As can be seen from the image pulled from the paper, the architecture defined below comes directly from the paper. The only difference is the last two layers (labeled as 4096 and 7x7x30) are defined later as they are not part of the convolutional architecture but are the "decoder" for the network defined in the fully connected layers network.

In [26]:
def create_conv_layers(in_channels):
        layers = [CNNBlock(in_channels, 64, kernel_size=7, stride=2, padding=3),
                  nn.MaxPool2d(kernel_size=2, stride=2),
                  CNNBlock(64, 192, kernel_size=3, stride=1, padding=1),
                  nn.MaxPool2d(kernel_size=2, stride=2),
                  CNNBlock(192, 128, kernel_size=1, stride=1, padding=0),
                  CNNBlock(128, 256, kernel_size=3, stride=1, padding=1),
                  CNNBlock(256, 256, kernel_size=1, stride=1, padding=0),
                  CNNBlock(256, 512, kernel_size=3, stride=1, padding=1),
                  nn.MaxPool2d(kernel_size=2, stride=2),
                  CNNBlock(512, 256, kernel_size=1, stride=1, padding=0),
                  CNNBlock(256, 512, kernel_size=3, stride=1, padding=1),
                  CNNBlock(512, 256, kernel_size=1, stride=1, padding=0),
                  CNNBlock(256, 512, kernel_size=3, stride=1, padding=1),
                  CNNBlock(512, 256, kernel_size=1, stride=1, padding=0),
                  CNNBlock(256, 512, kernel_size=3, stride=1, padding=1),
                  CNNBlock(512, 256, kernel_size=1, stride=1, padding=0),
                  CNNBlock(256, 512, kernel_size=3, stride=1, padding=1),
                  CNNBlock(512, 512, kernel_size=1, stride=1, padding=0),
                  CNNBlock(512, 1024, kernel_size=3, stride=1, padding=1),
                  nn.MaxPool2d(kernel_size=2, stride=2),
                  CNNBlock(1024, 512, kernel_size=1, stride=1, padding=0),
                  CNNBlock(512, 1024, kernel_size=3, stride=1, padding=1),
                  CNNBlock(1024, 512, kernel_size=1, stride=1, padding=0),
                  CNNBlock(512, 1024, kernel_size=3, stride=1, padding=1),
                  CNNBlock(1024, 1024, kernel_size=3, stride=1, padding=1),
                  CNNBlock(1024, 1024, kernel_size=3, stride=2, padding=1),
                  CNNBlock(1024, 1024, kernel_size=3, stride=1, padding=1),
                  CNNBlock(1024, 1024, kernel_size=3, stride=1, padding=1),
                  ]
                    
        return nn.Sequential(*layers)

The decoder is a feed forward network that inputs a vector of features and returns a flattened output vector.
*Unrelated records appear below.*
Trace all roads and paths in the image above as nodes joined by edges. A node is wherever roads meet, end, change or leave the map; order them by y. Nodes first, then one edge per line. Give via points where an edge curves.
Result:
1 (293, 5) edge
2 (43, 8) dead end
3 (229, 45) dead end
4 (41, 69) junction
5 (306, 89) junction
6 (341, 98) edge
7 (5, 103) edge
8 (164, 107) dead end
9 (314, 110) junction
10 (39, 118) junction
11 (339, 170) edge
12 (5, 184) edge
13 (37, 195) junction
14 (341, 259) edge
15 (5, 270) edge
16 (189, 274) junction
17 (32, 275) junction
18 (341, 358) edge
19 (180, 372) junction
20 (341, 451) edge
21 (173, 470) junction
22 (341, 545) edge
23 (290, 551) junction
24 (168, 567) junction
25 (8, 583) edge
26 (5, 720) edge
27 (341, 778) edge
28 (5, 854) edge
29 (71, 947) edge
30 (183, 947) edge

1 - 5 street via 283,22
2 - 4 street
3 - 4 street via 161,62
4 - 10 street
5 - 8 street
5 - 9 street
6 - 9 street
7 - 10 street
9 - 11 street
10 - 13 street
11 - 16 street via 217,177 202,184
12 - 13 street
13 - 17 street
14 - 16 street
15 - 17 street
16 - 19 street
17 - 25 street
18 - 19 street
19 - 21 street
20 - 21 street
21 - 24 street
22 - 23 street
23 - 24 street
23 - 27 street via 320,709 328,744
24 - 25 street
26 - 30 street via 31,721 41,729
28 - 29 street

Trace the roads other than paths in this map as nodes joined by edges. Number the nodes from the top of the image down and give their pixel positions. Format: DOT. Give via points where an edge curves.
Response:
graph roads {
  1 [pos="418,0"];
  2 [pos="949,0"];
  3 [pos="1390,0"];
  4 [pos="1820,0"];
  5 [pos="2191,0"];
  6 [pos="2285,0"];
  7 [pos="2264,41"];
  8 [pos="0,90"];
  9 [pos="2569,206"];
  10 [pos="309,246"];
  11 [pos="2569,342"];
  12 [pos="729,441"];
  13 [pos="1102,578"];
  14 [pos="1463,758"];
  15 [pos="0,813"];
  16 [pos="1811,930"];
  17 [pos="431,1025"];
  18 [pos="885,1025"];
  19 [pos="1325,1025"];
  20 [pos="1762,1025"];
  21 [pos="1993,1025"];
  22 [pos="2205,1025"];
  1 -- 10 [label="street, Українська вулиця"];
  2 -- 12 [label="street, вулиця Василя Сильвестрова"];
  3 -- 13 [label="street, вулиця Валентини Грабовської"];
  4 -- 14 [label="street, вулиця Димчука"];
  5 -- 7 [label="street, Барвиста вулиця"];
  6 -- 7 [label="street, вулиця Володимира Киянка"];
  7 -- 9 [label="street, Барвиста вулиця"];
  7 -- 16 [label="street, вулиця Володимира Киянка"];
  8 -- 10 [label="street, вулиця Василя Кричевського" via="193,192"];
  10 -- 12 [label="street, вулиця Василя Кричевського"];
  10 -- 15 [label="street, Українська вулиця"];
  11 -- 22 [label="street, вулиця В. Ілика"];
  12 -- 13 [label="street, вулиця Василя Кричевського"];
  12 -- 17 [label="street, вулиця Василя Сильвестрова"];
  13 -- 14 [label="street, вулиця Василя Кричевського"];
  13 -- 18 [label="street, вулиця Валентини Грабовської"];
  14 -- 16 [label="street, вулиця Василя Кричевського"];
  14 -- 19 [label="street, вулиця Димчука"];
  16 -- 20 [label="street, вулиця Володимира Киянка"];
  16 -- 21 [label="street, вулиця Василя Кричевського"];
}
As described in the paper, the fully connected layer network consists of a linear layer, dropout layer, leaky ReLU activation function, and finally another linear layer.

In [27]:
def create_fcs(split_size, num_boxes, num_classes):
    S, B, C = split_size, num_boxes, num_classes
    return nn.Sequential(nn.Flatten(), nn.Linear(1024 * S * S, 496), nn.Dropout(0.0), nn.LeakyReLU(0.1), nn.Linear(496, S * S * (C + B * 5)))
    #Original paper uses nn.Linear(1024 * S * S, 4096) not 496. Also the last layer will be reshaped to (S, S, 13) where C+B*5 = 13

### YoloV1 Module

In [28]:
class YoloV1(nn.Module):
    def __init__(self, in_channels=3, **kwargs):
        super(YoloV1, self).__init__()
        self.in_channels = in_channels
        self.darknet = create_conv_layers(self.in_channels)
        self.fcs = create_fcs(**kwargs)

        
    def forward(self, x):
        x = self.darknet(x)
        return self.fcs(torch.flatten(x, start_dim=1))

# Training


### Three More Helper Functions

In [29]:
def non_max_suppression(bboxes, iou_threshold, threshold, box_format="corners"):
    """
    Does Non Max Suppression given bboxes
    Parameters:
        bboxes (list): list of lists containing all bboxes with each bboxes
        specified as [class_pred, prob_score, x1, y1, x2, y2]
        iou_threshold (float): threshold where predicted bboxes is correct
        threshold (float): threshold to remove predicted bboxes (independent of IoU) 
        box_format (str): "midpoint" or "corners" used to specify bboxes
    Returns:
        list: bboxes after performing NMS given a specific IoU threshold
    """

    assert type(bboxes) == list

    bboxes = [box for box in bboxes if box[1] > threshold]
    bboxes = sorted(bboxes, key=lambda x: x[1], reverse=True)
    bboxes_after_nms = []

    while bboxes:
        chosen_box = bboxes.pop(0)

        bboxes = [
            box
            for box in bboxes
            if box[0] != chosen_box[0]
            or intersection_over_union(
                torch.tensor(chosen_box[2:]),
                torch.tensor(box[2:]),
                box_format=box_format,
            )
            < iou_threshold
        ]

        bboxes_after_nms.append(chosen_box)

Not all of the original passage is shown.